== Description of the task ==
Please output the records below word for word and omit the pictures.

== Data to process ==
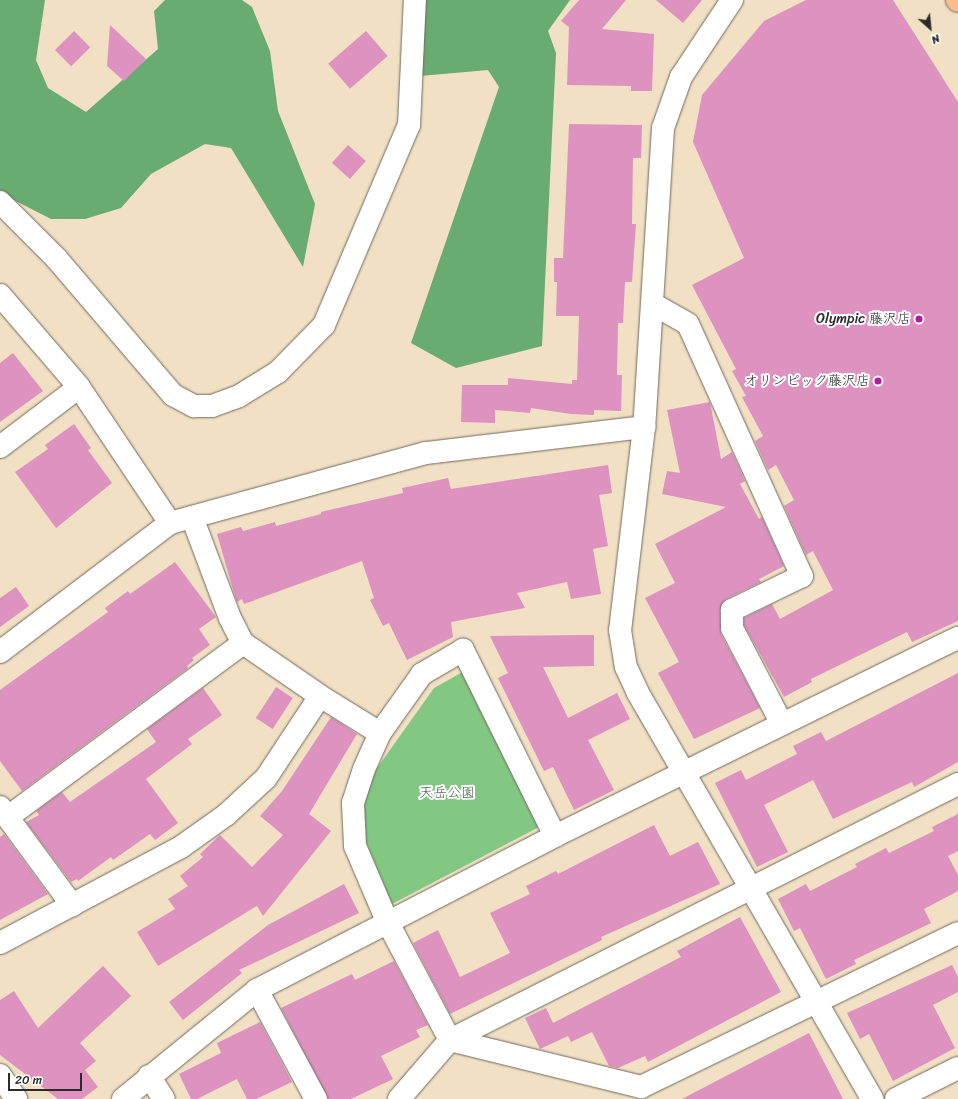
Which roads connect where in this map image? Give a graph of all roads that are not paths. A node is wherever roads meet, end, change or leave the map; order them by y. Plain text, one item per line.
1 (415, 0) edge
2 (732, 0) edge
3 (0, 202) edge
4 (0, 294) edge
5 (653, 304) junction
6 (79, 387) junction
7 (644, 427) junction
8 (0, 448) edge
9 (192, 517) junction
10 (170, 523) junction
11 (958, 638) edge
12 (243, 643) junction
13 (0, 652) edge
14 (320, 696) junction
15 (782, 724) junction
16 (380, 733) junction
17 (682, 772) junction
18 (958, 784) edge
19 (4, 812) edge
20 (555, 836) junction
21 (750, 890) junction
22 (72, 904) junction
23 (387, 921) junction
24 (958, 934) edge
25 (0, 943) edge
26 (257, 990) junction
27 (815, 1004) junction
28 (450, 1040) junction
29 (958, 1068) edge
30 (0, 1075) edge
31 (149, 1076) junction
32 (641, 1093) edge
33 (16, 1099) edge
34 (122, 1099) edge
35 (164, 1099) edge
36 (316, 1099) edge
37 (399, 1099) edge
38 (872, 1099) edge
39 (896, 1099) edge

1 - 3 street
2 - 5 street
4 - 6 street
5 - 7 street
5 - 15 street
6 - 8 street
6 - 10 street
7 - 9 street
7 - 17 street
9 - 10 street
9 - 12 street
10 - 13 street
11 - 15 street
12 - 14 street
12 - 19 street
14 - 16 street
14 - 22 street
15 - 17 street
16 - 20 street
16 - 23 street
17 - 20 street
17 - 21 street
18 - 21 street
19 - 22 street
20 - 23 street
21 - 27 street
21 - 28 street
22 - 25 street
23 - 26 street
23 - 28 street
24 - 27 street
26 - 31 street
26 - 36 street
27 - 32 street
27 - 38 street
28 - 32 street
28 - 37 street
29 - 39 street
30 - 33 street
31 - 34 street
31 - 35 street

== Solution to this exercise ==
Which roads connect where in this map image? Give a graph of all roads that are not paths. A node is wherever roads meet, end, change or leave the map; order them by y. Plain text, one item per line.
1 (415, 0) edge
2 (732, 0) edge
3 (0, 202) edge
4 (0, 294) edge
5 (653, 304) junction
6 (79, 387) junction
7 (644, 427) junction
8 (0, 448) edge
9 (192, 517) junction
10 (170, 523) junction
11 (958, 638) edge
12 (243, 643) junction
13 (0, 652) edge
14 (320, 696) junction
15 (782, 724) junction
16 (380, 733) junction
17 (682, 772) junction
18 (958, 784) edge
19 (4, 812) edge
20 (555, 836) junction
21 (750, 890) junction
22 (72, 904) junction
23 (387, 921) junction
24 (958, 934) edge
25 (0, 943) edge
26 (257, 990) junction
27 (815, 1004) junction
28 (450, 1040) junction
29 (958, 1068) edge
30 (0, 1075) edge
31 (149, 1076) junction
32 (641, 1093) edge
33 (16, 1099) edge
34 (122, 1099) edge
35 (164, 1099) edge
36 (316, 1099) edge
37 (399, 1099) edge
38 (872, 1099) edge
39 (896, 1099) edge

1 - 3 street
2 - 5 street
4 - 6 street
5 - 7 street
5 - 15 street
6 - 8 street
6 - 10 street
7 - 9 street
7 - 17 street
9 - 10 street
9 - 12 street
10 - 13 street
11 - 15 street
12 - 14 street
12 - 19 street
14 - 16 street
14 - 22 street
15 - 17 street
16 - 20 street
16 - 23 street
17 - 20 street
17 - 21 street
18 - 21 street
19 - 22 street
20 - 23 street
21 - 27 street
21 - 28 street
22 - 25 street
23 - 26 street
23 - 28 street
24 - 27 street
26 - 31 street
26 - 36 street
27 - 32 street
27 - 38 street
28 - 32 street
28 - 37 street
29 - 39 street
30 - 33 street
31 - 34 street
31 - 35 street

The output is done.